Kıssadan hisseler ulubatli bildirdi: "Akili bir zat ata binmisti. Uyumakta olan adamin agzina yilan aktigini gördü. Yilani ürkütüp kacirayim diye atini sürdü ama yialn adamin agzindan iceri girmisti...
Akılı süvari ,yapılacak tek işin, yutana hissettirmeden yılanı cıkarmak oldugunu bildi.Hemen atini sürdü,kamcısını uyuyan adama öylebir şiddetle vurduki, ilk vuruşta uyandirdi.Bir-iki daha vurdu. Adam kacarak bir agacin altına koştu.
Agacın altında dökülmüş taze ve cürük elmalar vardı. Süvari bir kamcı daha vurunca adam elma agacına kactı. Süvari "cürük elmaları ye!" diyerek vurmaya devam etti.
Dehşet ve korkuya kapılan adam cürük elmaları okadar yedi ki, cıkaracak gibi oldu. Elmaları yiyen bagırdı," ey emir, ben sana ne yaptımki bana kahredersin? Şurada ne güzel uyuyordum.
Şiddetli kırbacları ve cürük elmaları yemem revamıdır? Eger benim hayatımda, senin bana bir adavetin varsa, Öldürde kurtulayım. Bukadar zulum olmazki ....
Seni gördügüm saat ne kadar ugursuz bir zamanmış senin yüzünü görmeyene ne mutlu." Sözleri bitmeden kamcıyı öyle şiddetle yediki,yeniden koşmaya ve elmaları yemeye başladı.Süvari, rüzgar gibi ,adamın pesini bırakmadı, akıllı süvari adamı gece vaktine kadar koşturdu. Vaktaki cürük elmalar sıcak havada şiddetli koşma sonucu, midenin icinde calkalana calkalana şurup haline geldi derken kustu ve kapkara yılanıda hortum gibi cıkardı.
Adam hayretle bır yılana baktı,birde süvariye. Yılanın kendinden cıktıgını görünce süvarinin atının önünde secdeye kapanır gibi yere kapandı.O cirkin, kara yılanın muhakkak ölümüne sebep olacagını bildiginden, kırbacların acısı gecti, koşmanın yorgunluguda bitti.
Şimdi ne yapması lazım? "Seni gördügüm saat ne kadar ugursuz bir zamanmış.Senin yüzünü görmeyene ne mutlu" diyen adam şimdi ne yapacak? "Sen hakikaten cebrail(a.s) mısın,bana yetiştin.
Sen Hüda-iTeala ``nın velisimisin ki Hızır (a.s) gibi yetiştin.

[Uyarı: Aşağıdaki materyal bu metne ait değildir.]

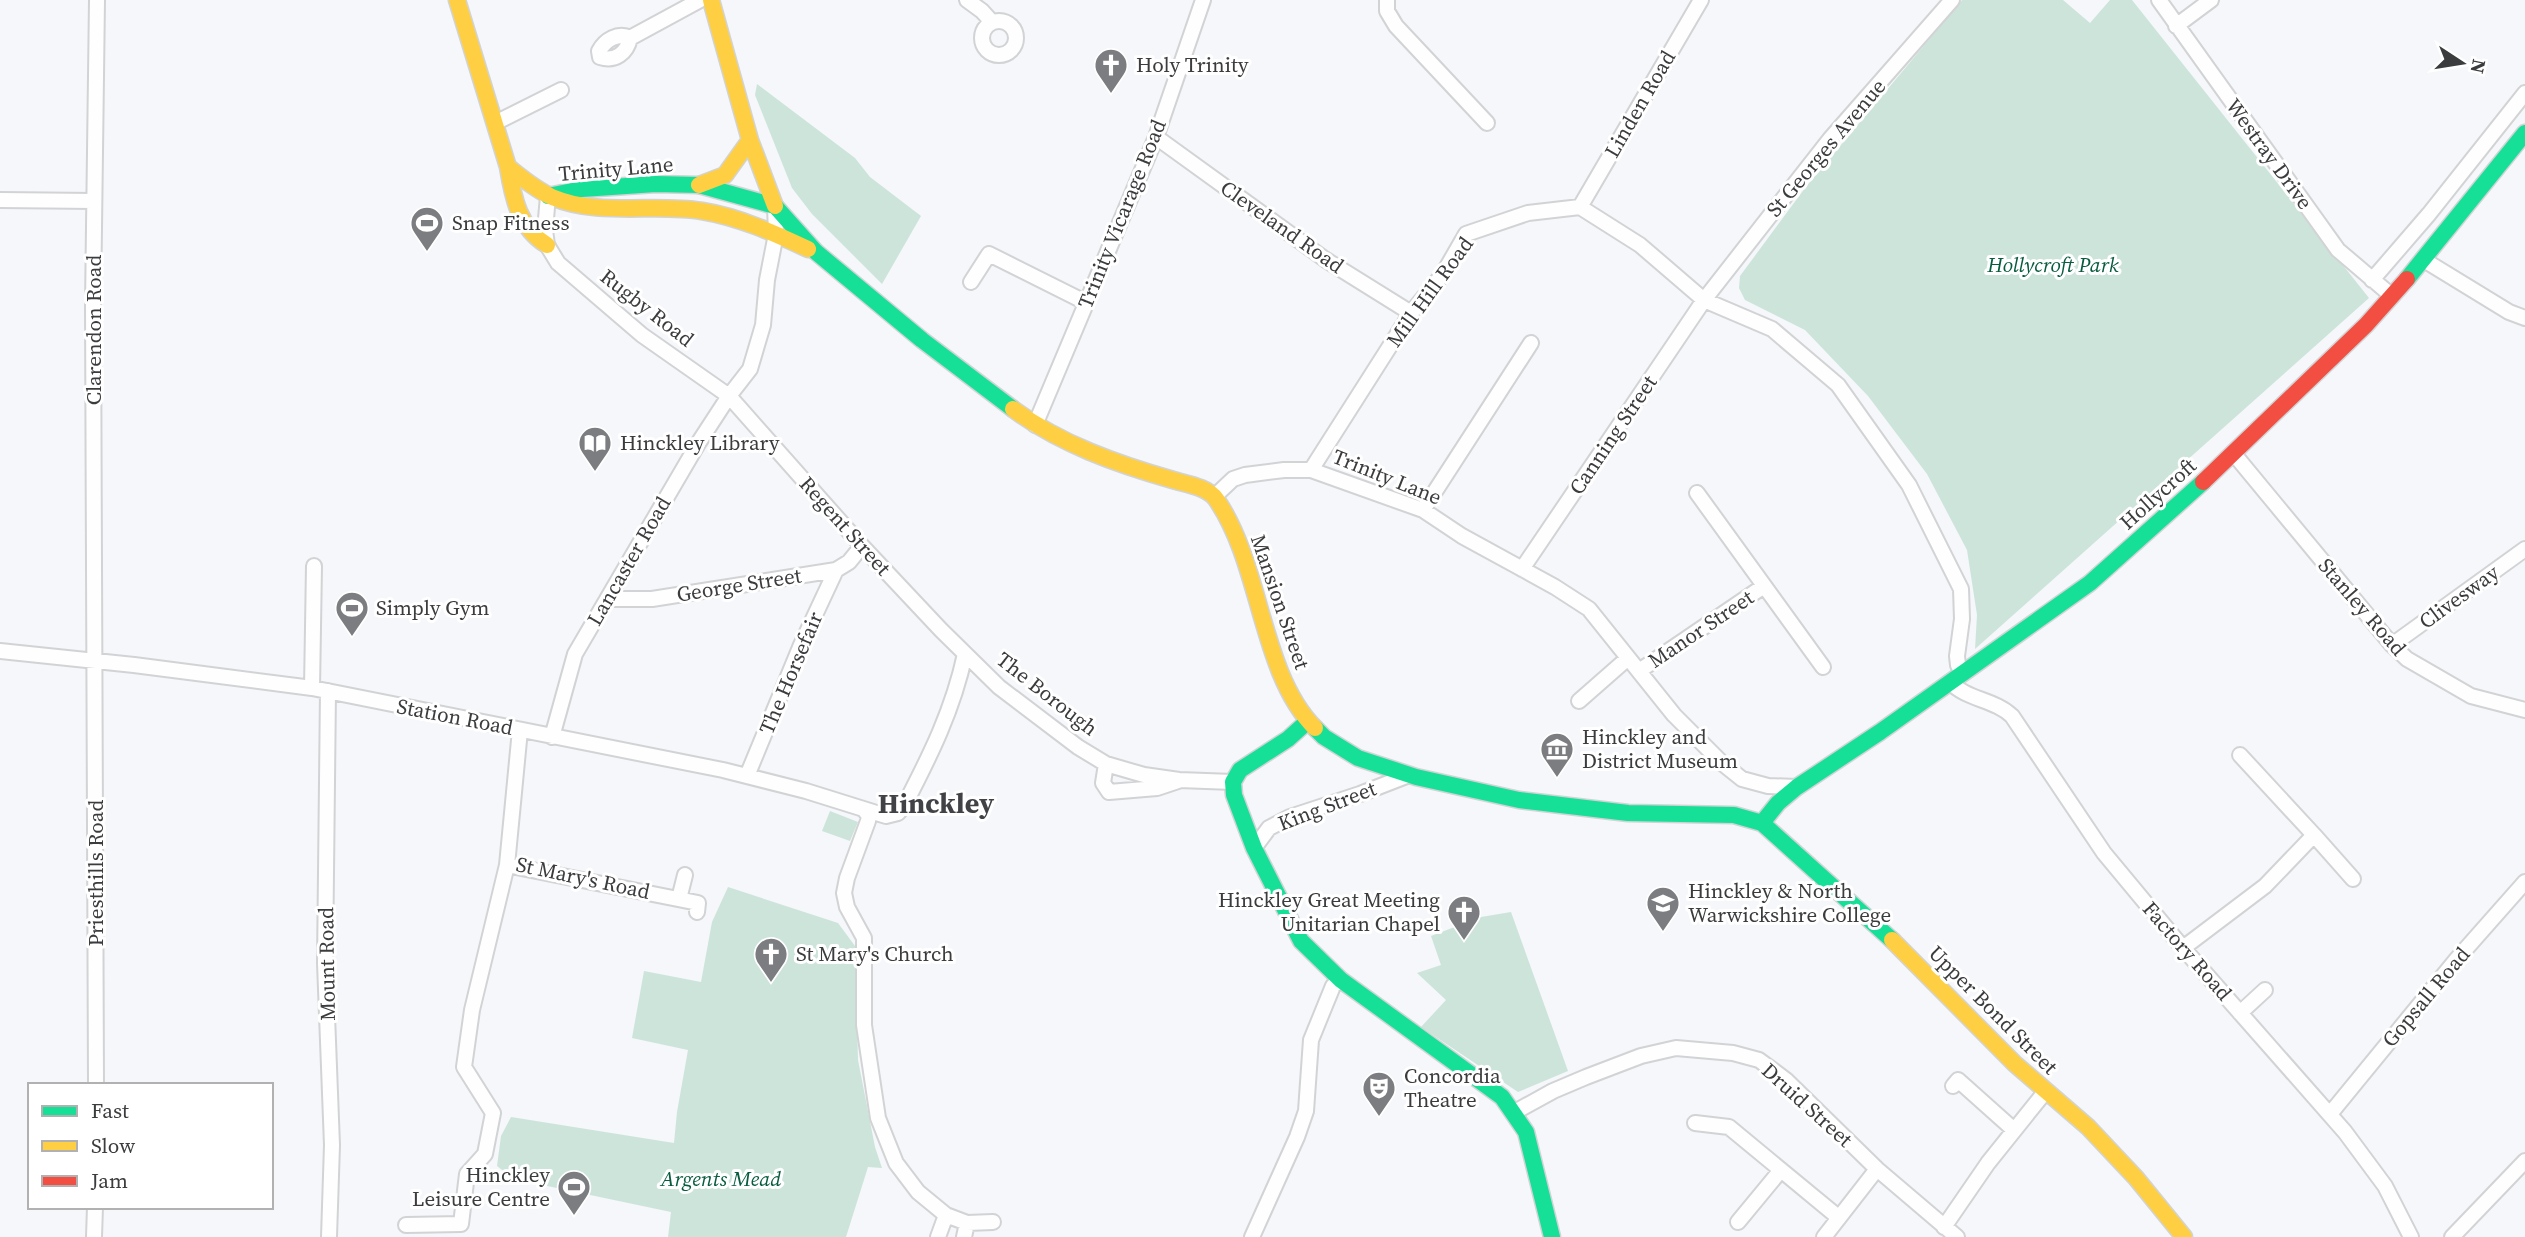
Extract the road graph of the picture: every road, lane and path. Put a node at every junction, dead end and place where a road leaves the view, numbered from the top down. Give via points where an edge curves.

Sen, ben uyurken yılanın agzıma girdigini ne bildin? Cıkarmanın usulünü nasıl bildin ?Seni gördügüm an hayatımın en mübarek saatiymiş." diyerek pişmanlıgını dile getirdi. Hazret-i Mevlana buyuruyorki:
" Eşek ,eşekliginden kacar, sahibi kurt,kuş yemesin diye merhametinden onu yakalamak icin koşar". Bu koşma,ziyandan koruma ve kurtarmak icindir. Hastalık artınca doktor ameliyat eder. Ameliyat cirkin bir şeydir. Insanın vücudunu kesip bicerler.Doktora:"zalimsin" diyemeyiz. Doktor: "Sen ameliyat olmasaydın ölürdün." der. O zaman ,o doktora yüzlerce bıcak helel olsun deriz. Bunu gibi , agzından yılan cıkan adam pişmanlık icine girdi ve özür diledi:" Ey efendi,ey şeyhin şah,önceki kötü sözleri cehaletim söyletti." dedi . Bizlere düsende budur. Pişmanlık icinde olup ALLAH `dan özür dilemeliyiz. buna tövbe ,istigfar denir.